Al poco, entraron un grupo de familiares. Destacaba una niña de
unos cinco años que acudió corriendo a abrazar al hombre. Debía de ser su
nieta. La sentó con cuidado en la piedra y le dejó que le tocara la cara,
mientras le ofrecía los postres que había comprado.
En un ambiente tan sórdido, tan sucio y penoso, el gesto del
hombre limpiando con cariño el trocito de mesa en el que se iba a sentar su
nieta me pareció un reflejo imborrable de la dignidad humana. Como en otras
ocasiones, bastó un instante para que la cárcel no fuera cárcel, y el preso no
fuera preso. Un abuelo abrazaba a su nieta. Eso era todo. Y bastaba.

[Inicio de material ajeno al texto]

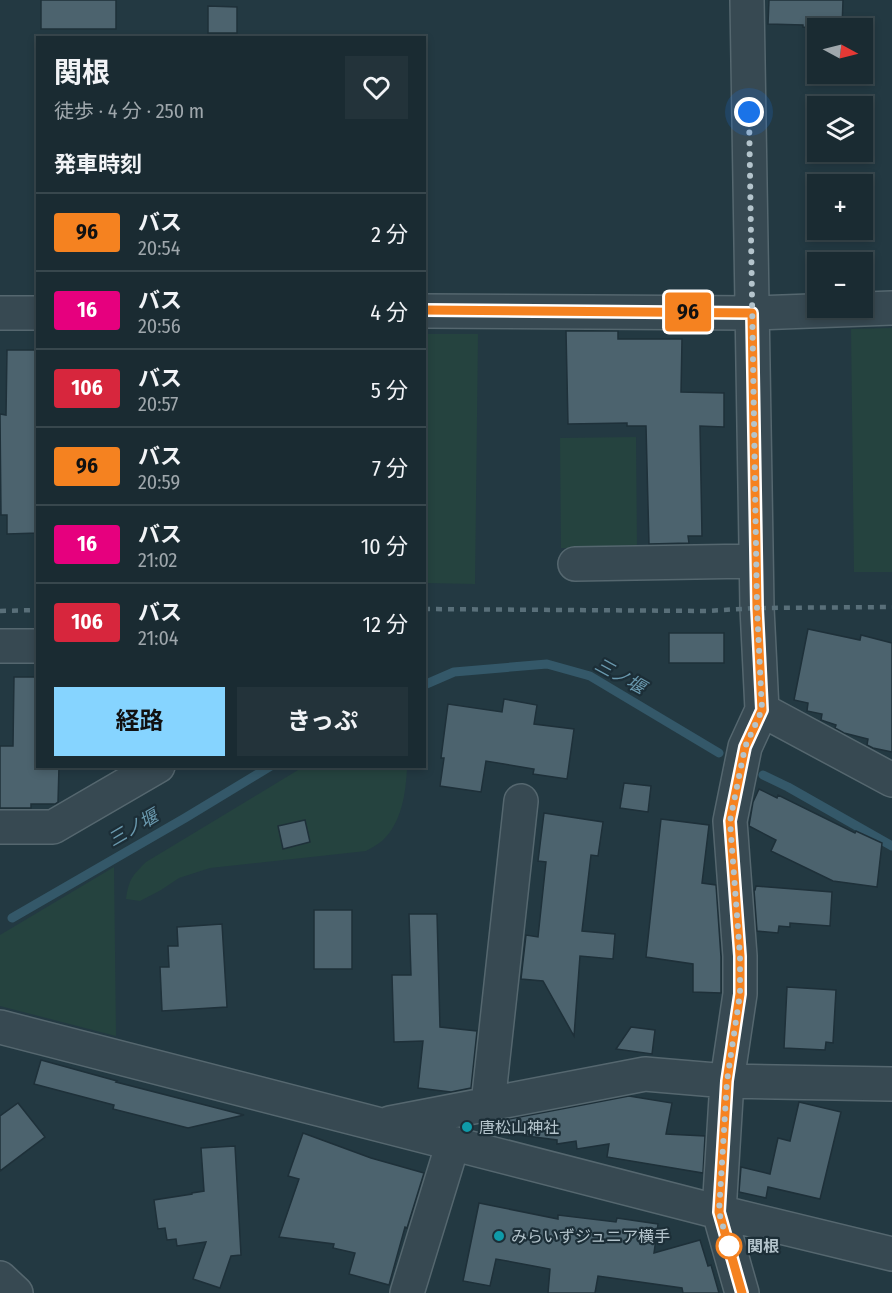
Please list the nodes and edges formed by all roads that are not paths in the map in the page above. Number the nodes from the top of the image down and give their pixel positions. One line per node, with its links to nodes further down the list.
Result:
1 (747, 0): 6 (street)
2 (892, 308): 6 (street)
3 (426, 310): 6 (street)
4 (0, 313): 5 (street)
5 (36, 313)
6 (752, 313): 7 (street)
7 (756, 561): 8 (street); 11 (street)
8 (575, 564)
9 (0, 646): 10 (street)
10 (36, 646)
11 (762, 710): 13 (street); 17 (street)
12 (155, 768): 15 (street)
13 (892, 780)
14 (521, 801): 19 (street)
15 (0, 827)
16 (0, 1027): 20 (street)
17 (727, 1081): 18 (street); 19 (street); 22 (street)
18 (892, 1083)
19 (488, 1104): 20 (street)
20 (380, 1125): 21 (street)
21 (453, 1143): 22 (street); 26 (street)
22 (719, 1212): 23 (street); 27 (street)
23 (892, 1254)
24 (0, 1278): 25 (street)
25 (16, 1293)
26 (407, 1293)
27 (742, 1293)

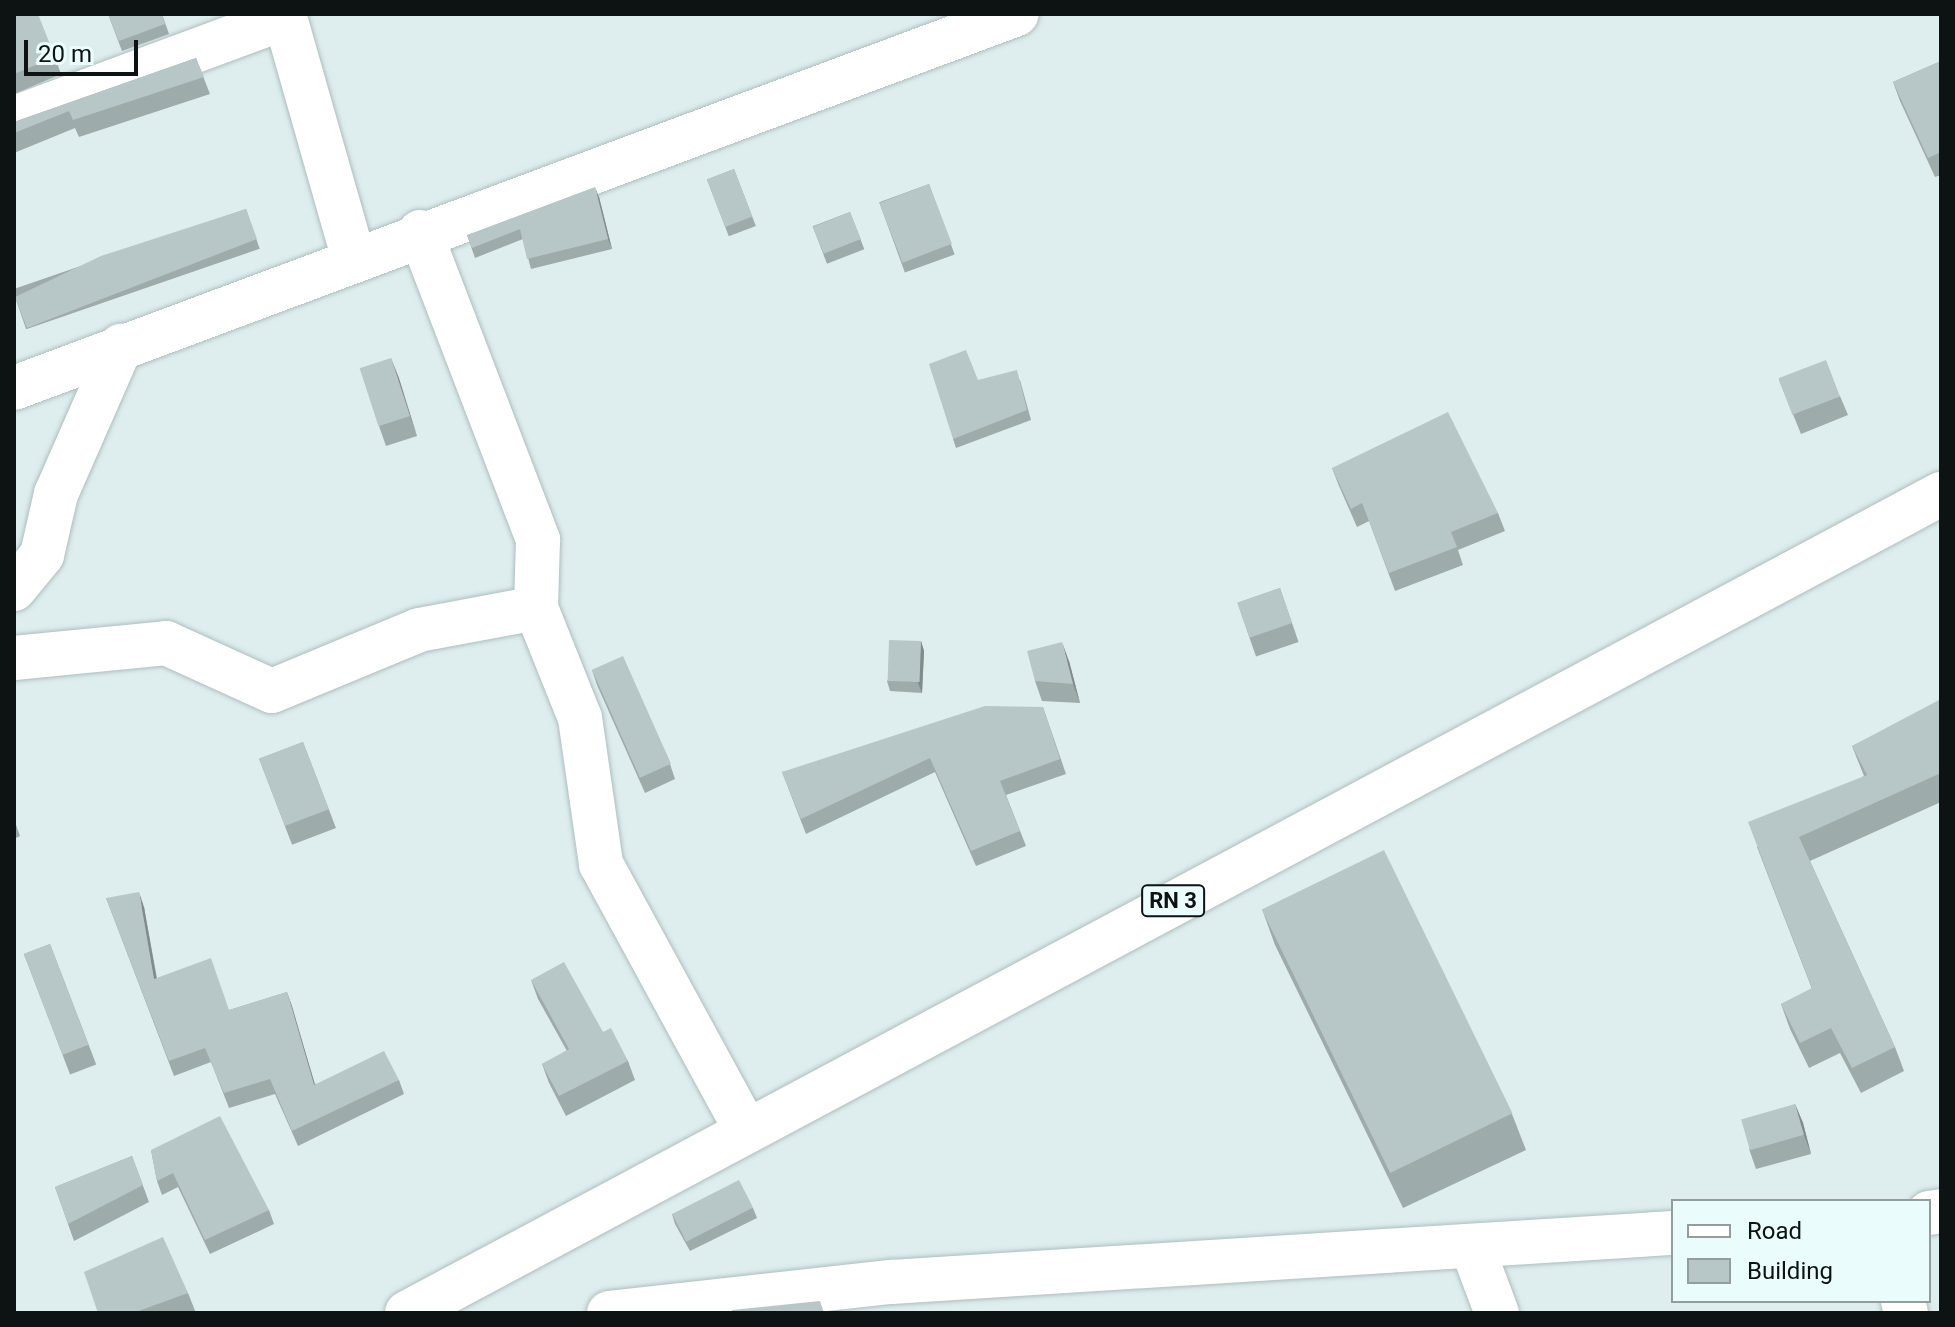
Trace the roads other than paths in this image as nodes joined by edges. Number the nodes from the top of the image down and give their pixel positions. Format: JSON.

No hace falta entrar en cuevas, estudiar en universidades ni
conocer a gente importante. Seguro que cualquiera de ustedes podrán desgranar
un manojo de experiencias que se salen de lo corriente; pero la vida, también
la suya, esconde sus más bellos momentos en instantes cotidianos que, a menudo,
pasan desapercibidos. No es preciso viajar a los lugares más recónditos para
encontrar la intensa luz de la magia.
Convertimos la existencia en un viaje si vivimos con los ojos
abiertos.
El hombre albano de la cárcel de Bari, con sus servilletas de
papel mojadas, con el que no crucé una sola palabra, se ha convertido en una
persona importante de mi vida.
Y ni tan siquiera le di las gracias. Por hacerme creer en que hay
futuro, incluso en los peores lugares.
Por amar a su nieta con tanta ternura.
Antonio Carrillo.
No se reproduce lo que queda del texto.